_YOUR INSTRUCTIONS_. In the material below, find each line with the word "Beechmont" and copy it.

(RECORDED INFORMATION)

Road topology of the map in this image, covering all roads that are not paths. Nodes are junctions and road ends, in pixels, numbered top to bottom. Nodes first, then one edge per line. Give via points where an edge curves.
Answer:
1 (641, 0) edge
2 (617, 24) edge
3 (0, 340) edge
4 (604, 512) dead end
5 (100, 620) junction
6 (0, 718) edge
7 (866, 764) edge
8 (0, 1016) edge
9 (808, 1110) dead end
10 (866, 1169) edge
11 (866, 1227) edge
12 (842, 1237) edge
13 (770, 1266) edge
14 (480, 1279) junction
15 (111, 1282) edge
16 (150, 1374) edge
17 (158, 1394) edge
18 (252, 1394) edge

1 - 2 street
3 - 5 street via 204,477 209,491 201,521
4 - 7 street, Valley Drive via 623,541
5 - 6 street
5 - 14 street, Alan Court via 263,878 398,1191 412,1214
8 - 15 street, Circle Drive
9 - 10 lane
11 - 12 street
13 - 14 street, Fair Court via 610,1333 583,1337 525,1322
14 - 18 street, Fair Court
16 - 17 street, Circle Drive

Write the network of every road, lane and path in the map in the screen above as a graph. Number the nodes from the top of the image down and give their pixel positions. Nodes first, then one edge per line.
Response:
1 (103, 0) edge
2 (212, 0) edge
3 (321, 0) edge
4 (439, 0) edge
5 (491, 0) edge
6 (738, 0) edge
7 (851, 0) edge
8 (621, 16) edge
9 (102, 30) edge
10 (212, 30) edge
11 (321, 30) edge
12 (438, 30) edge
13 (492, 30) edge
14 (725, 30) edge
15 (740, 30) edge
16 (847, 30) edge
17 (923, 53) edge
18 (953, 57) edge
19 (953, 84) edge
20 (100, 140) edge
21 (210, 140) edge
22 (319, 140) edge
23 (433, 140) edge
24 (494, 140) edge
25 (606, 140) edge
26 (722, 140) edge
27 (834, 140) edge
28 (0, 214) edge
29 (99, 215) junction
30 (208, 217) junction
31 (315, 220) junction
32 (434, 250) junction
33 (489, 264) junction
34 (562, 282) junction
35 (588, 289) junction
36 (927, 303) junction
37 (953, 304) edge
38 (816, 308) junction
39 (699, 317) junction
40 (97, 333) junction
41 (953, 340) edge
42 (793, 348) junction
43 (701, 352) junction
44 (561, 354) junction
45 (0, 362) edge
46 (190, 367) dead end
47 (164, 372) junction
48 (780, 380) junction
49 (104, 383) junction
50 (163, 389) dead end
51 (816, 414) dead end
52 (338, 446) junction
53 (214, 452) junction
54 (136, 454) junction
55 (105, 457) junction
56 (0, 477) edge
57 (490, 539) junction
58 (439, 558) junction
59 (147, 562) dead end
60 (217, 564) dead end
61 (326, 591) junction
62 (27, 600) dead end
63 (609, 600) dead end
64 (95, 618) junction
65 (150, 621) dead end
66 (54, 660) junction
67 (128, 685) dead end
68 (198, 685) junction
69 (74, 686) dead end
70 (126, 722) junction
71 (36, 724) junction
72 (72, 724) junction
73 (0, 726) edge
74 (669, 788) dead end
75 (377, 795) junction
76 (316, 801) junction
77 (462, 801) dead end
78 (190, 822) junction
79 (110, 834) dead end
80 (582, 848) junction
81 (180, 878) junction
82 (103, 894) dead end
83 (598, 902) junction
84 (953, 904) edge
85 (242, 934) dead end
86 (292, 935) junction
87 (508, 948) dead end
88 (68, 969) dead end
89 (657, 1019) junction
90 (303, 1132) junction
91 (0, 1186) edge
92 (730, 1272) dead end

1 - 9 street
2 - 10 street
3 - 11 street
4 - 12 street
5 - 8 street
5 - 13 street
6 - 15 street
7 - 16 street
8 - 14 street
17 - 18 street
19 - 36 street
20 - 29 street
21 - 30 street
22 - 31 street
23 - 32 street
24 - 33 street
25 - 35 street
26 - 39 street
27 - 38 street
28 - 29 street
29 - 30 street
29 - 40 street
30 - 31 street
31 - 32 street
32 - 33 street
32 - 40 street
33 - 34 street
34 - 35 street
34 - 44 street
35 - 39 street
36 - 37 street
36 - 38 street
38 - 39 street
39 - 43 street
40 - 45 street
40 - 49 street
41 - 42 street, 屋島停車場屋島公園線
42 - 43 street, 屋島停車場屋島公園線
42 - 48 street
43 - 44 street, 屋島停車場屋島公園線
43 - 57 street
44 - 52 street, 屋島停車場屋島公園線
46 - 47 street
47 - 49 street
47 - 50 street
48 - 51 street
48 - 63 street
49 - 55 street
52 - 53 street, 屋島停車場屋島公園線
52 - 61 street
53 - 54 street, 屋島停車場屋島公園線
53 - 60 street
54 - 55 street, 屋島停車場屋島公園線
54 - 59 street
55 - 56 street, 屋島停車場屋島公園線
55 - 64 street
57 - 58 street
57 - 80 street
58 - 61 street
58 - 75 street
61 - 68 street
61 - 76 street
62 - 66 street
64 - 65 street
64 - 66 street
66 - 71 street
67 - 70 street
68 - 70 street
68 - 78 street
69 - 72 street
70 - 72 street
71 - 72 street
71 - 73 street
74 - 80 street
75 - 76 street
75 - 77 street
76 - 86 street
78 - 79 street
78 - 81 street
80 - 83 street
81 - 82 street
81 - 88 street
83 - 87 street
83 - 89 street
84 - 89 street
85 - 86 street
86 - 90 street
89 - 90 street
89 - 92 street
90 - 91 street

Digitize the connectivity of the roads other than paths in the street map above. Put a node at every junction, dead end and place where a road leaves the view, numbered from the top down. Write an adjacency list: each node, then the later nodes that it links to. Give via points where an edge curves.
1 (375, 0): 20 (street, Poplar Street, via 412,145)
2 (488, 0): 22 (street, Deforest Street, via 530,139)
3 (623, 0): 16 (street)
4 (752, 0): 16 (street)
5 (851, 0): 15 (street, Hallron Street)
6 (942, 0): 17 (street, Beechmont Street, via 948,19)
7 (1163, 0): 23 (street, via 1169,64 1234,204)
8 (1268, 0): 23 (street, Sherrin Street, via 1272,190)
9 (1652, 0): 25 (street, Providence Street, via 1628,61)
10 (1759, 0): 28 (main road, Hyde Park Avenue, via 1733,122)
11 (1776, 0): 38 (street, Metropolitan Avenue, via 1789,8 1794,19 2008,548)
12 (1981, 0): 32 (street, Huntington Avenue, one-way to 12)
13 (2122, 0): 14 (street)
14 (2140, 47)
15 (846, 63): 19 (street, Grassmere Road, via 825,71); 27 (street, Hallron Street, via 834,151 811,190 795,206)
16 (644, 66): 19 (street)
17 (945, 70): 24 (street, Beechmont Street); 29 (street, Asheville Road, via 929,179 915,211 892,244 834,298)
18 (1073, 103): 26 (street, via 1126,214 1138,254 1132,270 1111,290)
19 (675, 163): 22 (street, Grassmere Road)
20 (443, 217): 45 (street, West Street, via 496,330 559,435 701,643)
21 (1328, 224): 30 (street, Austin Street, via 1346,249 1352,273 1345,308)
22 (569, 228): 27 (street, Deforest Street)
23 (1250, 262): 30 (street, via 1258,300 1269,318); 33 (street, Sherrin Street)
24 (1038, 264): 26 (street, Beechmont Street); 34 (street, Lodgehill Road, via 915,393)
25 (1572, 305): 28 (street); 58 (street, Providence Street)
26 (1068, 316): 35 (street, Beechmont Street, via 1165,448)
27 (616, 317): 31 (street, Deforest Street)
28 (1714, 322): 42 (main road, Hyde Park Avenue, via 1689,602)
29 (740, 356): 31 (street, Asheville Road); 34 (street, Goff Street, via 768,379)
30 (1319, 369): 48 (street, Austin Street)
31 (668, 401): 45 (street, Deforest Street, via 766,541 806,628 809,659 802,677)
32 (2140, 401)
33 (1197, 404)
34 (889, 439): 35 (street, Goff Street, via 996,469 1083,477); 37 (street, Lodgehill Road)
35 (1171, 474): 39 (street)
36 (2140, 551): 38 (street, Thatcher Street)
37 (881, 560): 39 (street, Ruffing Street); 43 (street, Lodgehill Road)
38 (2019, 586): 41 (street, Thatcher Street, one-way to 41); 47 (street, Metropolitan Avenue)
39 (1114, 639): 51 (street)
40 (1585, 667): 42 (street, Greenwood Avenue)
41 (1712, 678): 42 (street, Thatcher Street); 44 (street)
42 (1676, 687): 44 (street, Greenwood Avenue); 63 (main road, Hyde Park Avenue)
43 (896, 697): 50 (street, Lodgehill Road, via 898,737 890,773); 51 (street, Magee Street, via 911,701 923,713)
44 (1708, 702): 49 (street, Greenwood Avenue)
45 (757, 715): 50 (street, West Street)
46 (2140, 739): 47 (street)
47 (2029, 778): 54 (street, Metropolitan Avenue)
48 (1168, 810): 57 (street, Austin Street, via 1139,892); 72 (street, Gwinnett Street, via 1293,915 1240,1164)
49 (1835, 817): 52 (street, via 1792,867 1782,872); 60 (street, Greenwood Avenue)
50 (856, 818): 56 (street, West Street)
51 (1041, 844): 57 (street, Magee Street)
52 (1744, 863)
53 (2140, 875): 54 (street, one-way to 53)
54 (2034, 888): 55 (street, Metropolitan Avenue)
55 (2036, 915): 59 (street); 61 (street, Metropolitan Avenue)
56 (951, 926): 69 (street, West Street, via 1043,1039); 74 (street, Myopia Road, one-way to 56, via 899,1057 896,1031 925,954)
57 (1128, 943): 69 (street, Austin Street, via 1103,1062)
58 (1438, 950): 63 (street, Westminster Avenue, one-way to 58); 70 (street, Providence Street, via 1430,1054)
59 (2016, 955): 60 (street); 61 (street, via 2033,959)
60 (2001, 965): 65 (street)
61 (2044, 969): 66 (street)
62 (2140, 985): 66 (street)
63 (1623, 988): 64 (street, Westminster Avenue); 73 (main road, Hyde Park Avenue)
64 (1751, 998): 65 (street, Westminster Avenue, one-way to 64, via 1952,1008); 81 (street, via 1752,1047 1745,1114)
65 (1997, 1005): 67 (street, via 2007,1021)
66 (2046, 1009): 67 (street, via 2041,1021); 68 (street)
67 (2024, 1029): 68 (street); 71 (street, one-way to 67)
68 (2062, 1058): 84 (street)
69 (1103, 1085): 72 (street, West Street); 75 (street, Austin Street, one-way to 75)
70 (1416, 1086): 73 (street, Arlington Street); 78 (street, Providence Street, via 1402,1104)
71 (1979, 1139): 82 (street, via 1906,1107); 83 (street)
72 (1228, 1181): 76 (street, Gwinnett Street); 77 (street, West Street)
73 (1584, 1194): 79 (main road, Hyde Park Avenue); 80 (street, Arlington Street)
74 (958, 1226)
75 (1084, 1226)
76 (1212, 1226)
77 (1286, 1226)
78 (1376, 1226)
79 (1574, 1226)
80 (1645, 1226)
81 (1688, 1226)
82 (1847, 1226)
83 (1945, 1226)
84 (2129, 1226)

(End RECORDED INFORMATION)

_RESPONSE TO THIS EXERCISE_.
6 (942, 0): 17 (street, Beechmont Street, via 948,19)
17 (945, 70): 24 (street, Beechmont Street); 29 (street, Asheville Road, via 929,179 915,211 892,244 834,298)
24 (1038, 264): 26 (street, Beechmont Street); 34 (street, Lodgehill Road, via 915,393)
26 (1068, 316): 35 (street, Beechmont Street, via 1165,448)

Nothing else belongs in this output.